BEGIN
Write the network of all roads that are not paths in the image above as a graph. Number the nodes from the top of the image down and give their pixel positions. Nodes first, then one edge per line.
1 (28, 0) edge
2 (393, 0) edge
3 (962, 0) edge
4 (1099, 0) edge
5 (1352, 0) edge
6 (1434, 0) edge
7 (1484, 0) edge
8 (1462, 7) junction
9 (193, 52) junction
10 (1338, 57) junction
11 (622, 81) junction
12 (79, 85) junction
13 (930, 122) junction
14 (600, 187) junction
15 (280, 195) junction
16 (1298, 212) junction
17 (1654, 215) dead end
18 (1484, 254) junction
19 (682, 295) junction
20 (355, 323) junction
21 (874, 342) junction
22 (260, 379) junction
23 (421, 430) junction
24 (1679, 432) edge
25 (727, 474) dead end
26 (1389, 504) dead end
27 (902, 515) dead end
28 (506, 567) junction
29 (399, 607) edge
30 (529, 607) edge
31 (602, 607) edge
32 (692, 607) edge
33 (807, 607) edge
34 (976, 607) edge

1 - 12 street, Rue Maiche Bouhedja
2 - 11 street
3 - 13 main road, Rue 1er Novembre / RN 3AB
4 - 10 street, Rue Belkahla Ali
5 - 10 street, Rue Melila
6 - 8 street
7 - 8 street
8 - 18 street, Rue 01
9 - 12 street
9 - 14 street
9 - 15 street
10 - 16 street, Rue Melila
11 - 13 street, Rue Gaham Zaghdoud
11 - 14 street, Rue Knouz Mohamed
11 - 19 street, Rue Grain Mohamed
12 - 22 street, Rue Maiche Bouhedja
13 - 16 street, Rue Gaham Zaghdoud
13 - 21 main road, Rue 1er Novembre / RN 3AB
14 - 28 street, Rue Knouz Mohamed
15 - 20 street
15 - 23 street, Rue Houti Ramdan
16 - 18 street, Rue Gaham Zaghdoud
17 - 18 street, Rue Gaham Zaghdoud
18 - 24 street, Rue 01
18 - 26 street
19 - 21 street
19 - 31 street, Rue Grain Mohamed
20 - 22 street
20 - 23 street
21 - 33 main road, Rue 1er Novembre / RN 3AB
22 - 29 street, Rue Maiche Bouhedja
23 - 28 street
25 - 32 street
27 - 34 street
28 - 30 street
END
• Your assignment: Wherever the string "Maiche" is found in the listing above, copy the line that contains it.

• Solution to this task:
1 - 12 street, Rue Maiche Bouhedja
12 - 22 street, Rue Maiche Bouhedja
22 - 29 street, Rue Maiche Bouhedja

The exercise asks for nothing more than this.